Marcos y la subversión eterna.

Publicado en Debate el sábado 14, julio, 2018

 

Isidro Galicia/ÁGORA DEBATE.

Allá por 1999 Marcos recorría el país. En Michoacán la Caravana Zapatista se dirigía a uno de los actos más emblemáticos de la itinerante subversión: el Congreso Nacional Indigenista (CNI) en la localidad de Nurío.

En ese año como estudiante universitario de la licenciatura en periodismo, un grupo de jóvenes idealistas, acompañamos al Subcomandante Marcos en su periplo por tierras michoacanas.

Era por decir lo menos, un encuentro con la subversión y la reivindicación histórica de los pueblos indígenas de México.

Durante los trabajos del CNI, Marcos logró convocar a intelectuales de izquierda, catedráticos, poetas, escritores, periodistas, sociedad civil nacional e internacional y a los pueblos hermanos de las comunidades indígenas de Michoacán y del país.

Cómo olvidar las apariciones públicas de Marcos.  Sólo nos separaba una estructura de alambre entre el guerrillero y los compañeros periodistas, mientras caminaba hacia el templete donde dirigía sus comunicados a las etnias olvidadas.

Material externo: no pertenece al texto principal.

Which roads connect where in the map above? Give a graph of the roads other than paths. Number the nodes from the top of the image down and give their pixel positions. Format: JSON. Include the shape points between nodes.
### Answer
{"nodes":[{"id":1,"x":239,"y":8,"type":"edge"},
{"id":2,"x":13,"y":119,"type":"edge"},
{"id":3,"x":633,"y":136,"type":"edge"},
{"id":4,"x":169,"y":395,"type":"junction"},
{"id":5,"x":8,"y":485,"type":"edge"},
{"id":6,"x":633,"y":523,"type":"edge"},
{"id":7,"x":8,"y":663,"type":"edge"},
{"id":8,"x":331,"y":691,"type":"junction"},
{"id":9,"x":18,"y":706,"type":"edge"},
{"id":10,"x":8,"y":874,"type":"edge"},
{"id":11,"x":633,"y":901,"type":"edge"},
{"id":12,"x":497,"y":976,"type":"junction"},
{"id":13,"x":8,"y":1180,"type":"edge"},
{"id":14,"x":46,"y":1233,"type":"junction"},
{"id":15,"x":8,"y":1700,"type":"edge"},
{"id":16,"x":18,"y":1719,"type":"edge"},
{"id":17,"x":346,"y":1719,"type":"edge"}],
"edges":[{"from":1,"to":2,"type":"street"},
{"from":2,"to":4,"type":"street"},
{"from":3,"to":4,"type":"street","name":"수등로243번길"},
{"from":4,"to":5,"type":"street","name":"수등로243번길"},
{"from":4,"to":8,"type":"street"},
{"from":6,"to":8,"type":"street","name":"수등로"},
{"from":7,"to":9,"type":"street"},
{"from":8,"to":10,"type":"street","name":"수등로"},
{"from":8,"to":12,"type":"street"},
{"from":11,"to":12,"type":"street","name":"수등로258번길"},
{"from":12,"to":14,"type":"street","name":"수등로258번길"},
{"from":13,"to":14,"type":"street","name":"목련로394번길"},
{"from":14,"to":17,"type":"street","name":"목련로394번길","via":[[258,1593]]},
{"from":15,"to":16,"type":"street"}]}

Compañeras extasiadas ante la enigmática personalidad del revolucionario de las ideas y de las conciencias, ¡Marcos, Marcos! Exclamaban las amigas que deseaban ser observadas y saludadas por el líder de los sin voz.

Por el caudillo social que irrumpió en la escena pública y política cinco años atrás, con el despertar violento de los hombres y mujeres de color de la tierra.

Era los años donde iniciaba el desmoronamiento del PRI como partido gobernante. Dos años atrás en 1997, por vez primera el partido oficialista perdía la mayoría en la Cámara de Diputados.

Fue el inicio del fin.

Ataviados con cámaras fotográficas y libretas en mano, seguimos con puntualidad el desarrollo de aquel histórico encuentro. Acompañado por la que hoy es mi esposa (Mérida) compartimos una visión del mundo y nos revelamos ideológicamente.

Finalmente el Subcomandante Marcos terminó su transitar por tierras purépechas en el corazón de Morelia en el mes de marzo. Ahí terminó nuestra aventura concebida por la resistencia y la rebelión en contra de  las injusticias históricas.

A casi 20 años del CNI  y con la izquierda en el gobierno de la República con Andrés Manuel López Obrador, el indigenismo mexicano entrará a una nueva fase.

Los que profesamos admiración a Marcos, los que decidimos transitar en la izquierda esperamos su reconsideración al proyecto de nación.

Como nunca antes está cerca la justicia.

Es el tiempo de México y de los hermanos indígenas.